On 7 Sep 2012, at 02:10, Harald Alvestrand wrote:
> On 09/07/2012 12:13 AM, Matthew Kaufman wrote:
>
> Matthew, if I try to map this statement to the current two proposed approaches, you lost me again.
>
> You seem to be arguing that the CU-RTC approach is superior for gatewaying to the PSTN because it doesn't use SDP, it uses a completely novel means of controlling the aspects of transmission that matter to gatewaying.
>
> This is in contrast with PeerConnection, which, like all PSTN gateways I know of, uses SDP, which gives a description of the transmission configuration in a way that all implementors of PSTN gateways are already familiar with - including long experience in how to deal with SDP produced by other SDP implementations, with lesser or greater degree of standards conformance.
>
> So by NOT using the session description tool most familiar to PSTN gateway implementors, we're making it EASIER to interwork with PSTN gateways?
I think this last statement may be true, at least with the current Chrome SDP as a guide.
Since no PSTN gateway I have tried will consume chrome's SDP
we:
1) ask chrome for SDP
2) Parse it
3) create some sort of object model
4) extract the 'relevant' objects (possibly setting up a relay or 2)

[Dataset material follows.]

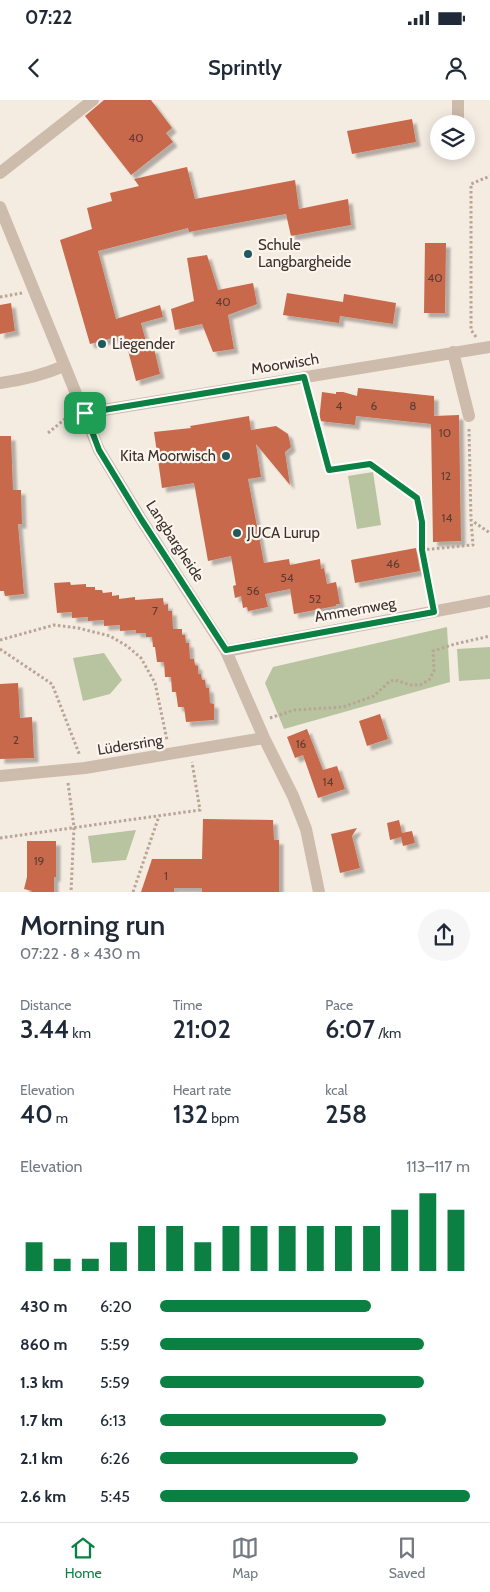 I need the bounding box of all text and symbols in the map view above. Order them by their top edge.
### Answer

5) generate PSTN style simple SDP
6) send that on to a PSTN gateway
(and Duplicate the process in reverse to pass a 'complex' answer back to chrome.)
Given that under the hood Chrome must have an object model of the available devices/networks/codecs that closely
matches what we make in 3) it may well be simpler and more reliable to expose that and skip straight to step 4.
Tim.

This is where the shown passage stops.